- Task prompt
Transcribe each entry in full, and leave the images out.

*** Opening Data for review ***

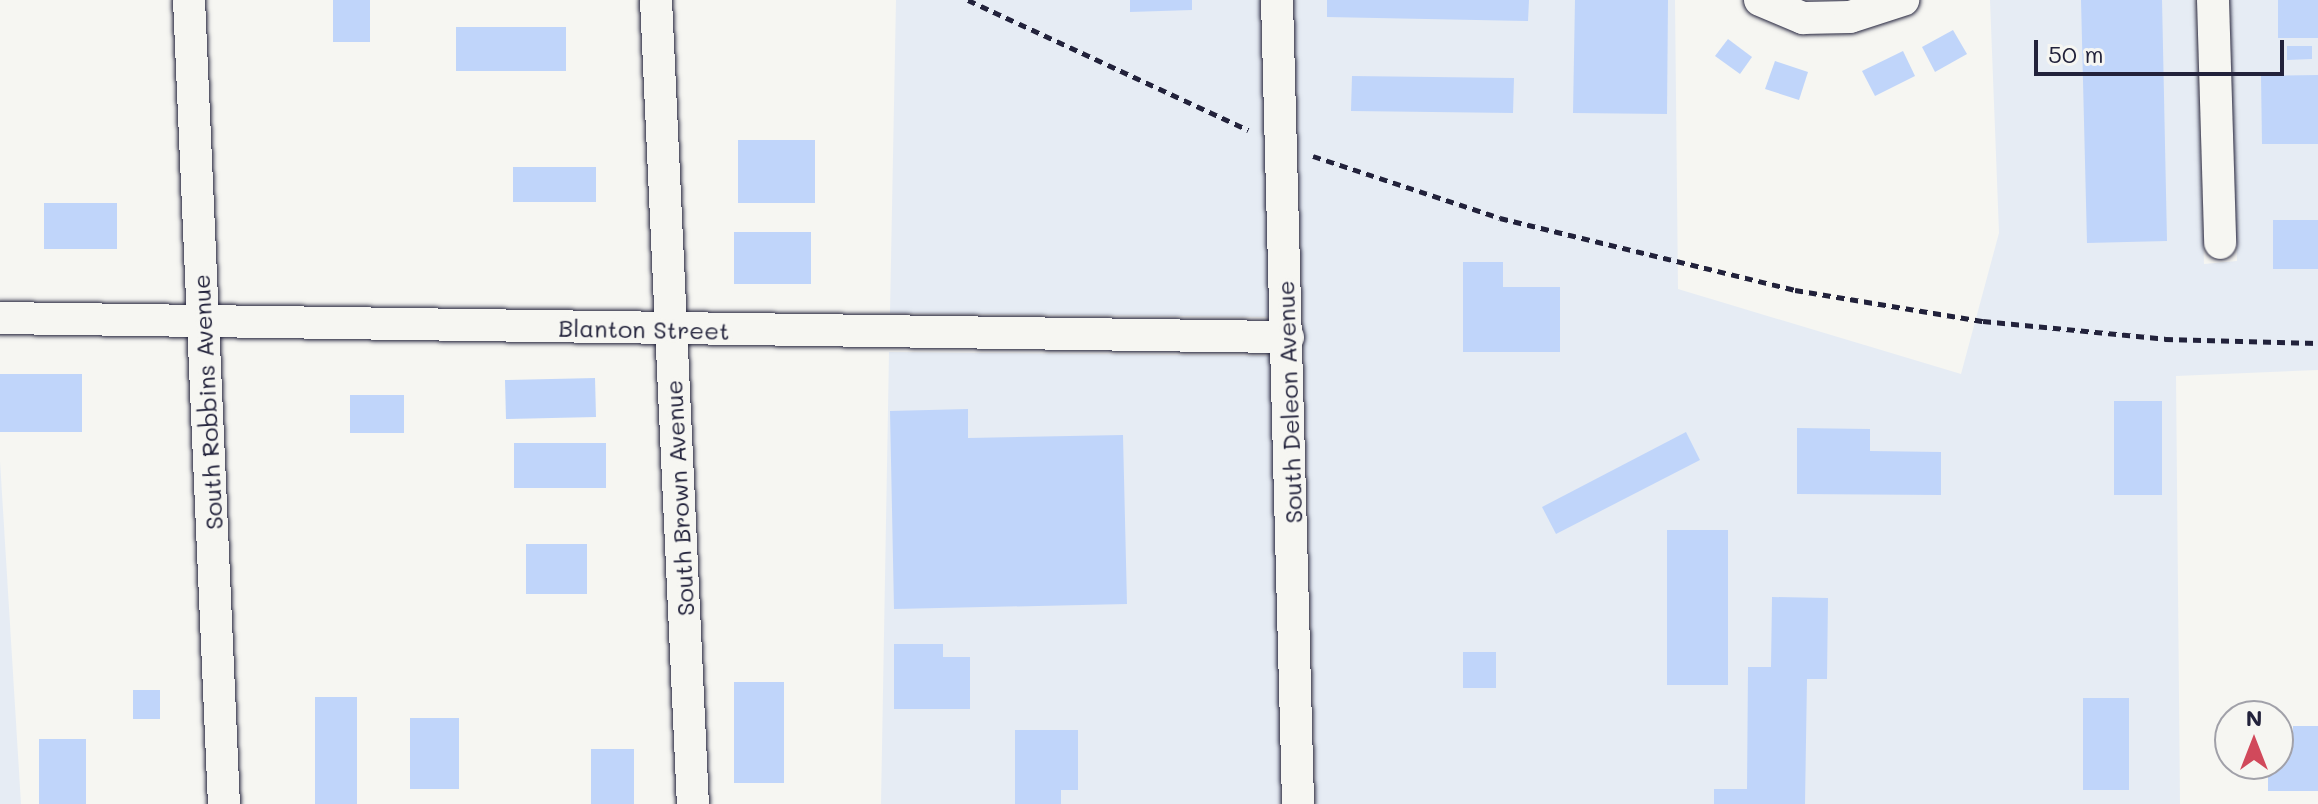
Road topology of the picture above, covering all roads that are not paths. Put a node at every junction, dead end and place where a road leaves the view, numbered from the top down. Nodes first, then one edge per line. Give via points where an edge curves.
1 (189, 0) edge
2 (656, 0) edge
3 (1277, 0) edge
4 (1760, 0) edge
5 (1903, 0) edge
6 (2213, 0) edge
7 (2220, 243) dead end
8 (0, 318) edge
9 (203, 319) junction
10 (671, 330) junction
11 (1288, 337) junction
12 (224, 804) edge
13 (693, 804) edge
14 (1298, 804) edge

1 - 9 street, South Robbins Avenue
2 - 10 street, South Brown Avenue
3 - 11 street, South Deleon Avenue
4 - 5 street via 1765,7 1803,18 1850,17
6 - 7 street
8 - 9 street, Blanton Street
9 - 10 street, Blanton Street
9 - 12 street, South Robbins Avenue
10 - 11 street, Blanton Street
10 - 13 street, South Brown Avenue
11 - 14 street, South Deleon Avenue

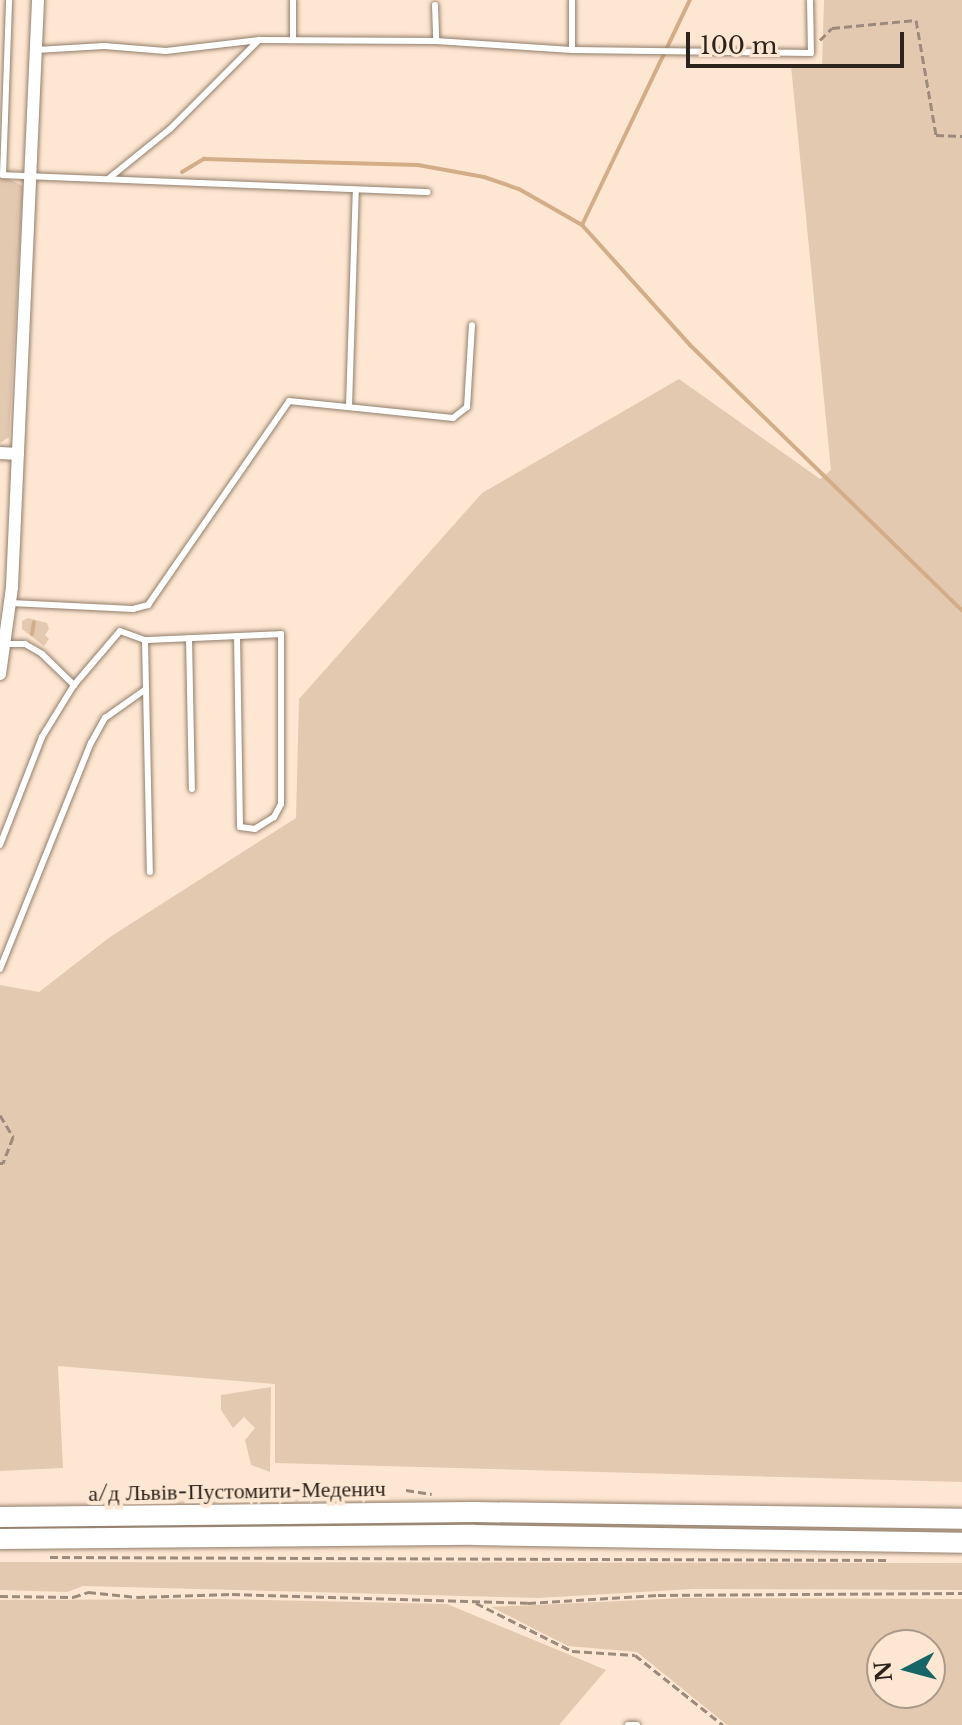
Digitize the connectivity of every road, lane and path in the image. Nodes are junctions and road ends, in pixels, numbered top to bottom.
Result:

*** Closing Data for review ***

- Reply
Road topology of the picture above, covering all roads that are not paths. Put a node at every junction, dead end and place where a road leaves the view, numbered from the top down. Nodes first, then one edge per line. Give via points where an edge curves.
1 (189, 0) edge
2 (656, 0) edge
3 (1277, 0) edge
4 (1760, 0) edge
5 (1903, 0) edge
6 (2213, 0) edge
7 (2220, 243) dead end
8 (0, 318) edge
9 (203, 319) junction
10 (671, 330) junction
11 (1288, 337) junction
12 (224, 804) edge
13 (693, 804) edge
14 (1298, 804) edge

1 - 9 street, South Robbins Avenue
2 - 10 street, South Brown Avenue
3 - 11 street, South Deleon Avenue
4 - 5 street via 1765,7 1803,18 1850,17
6 - 7 street
8 - 9 street, Blanton Street
9 - 10 street, Blanton Street
9 - 12 street, South Robbins Avenue
10 - 11 street, Blanton Street
10 - 13 street, South Brown Avenue
11 - 14 street, South Deleon Avenue

Digitize the connectivity of every road, lane and path in the image. Nodes are junctions and road ends, in pixels, numbered top to bottom.
Result:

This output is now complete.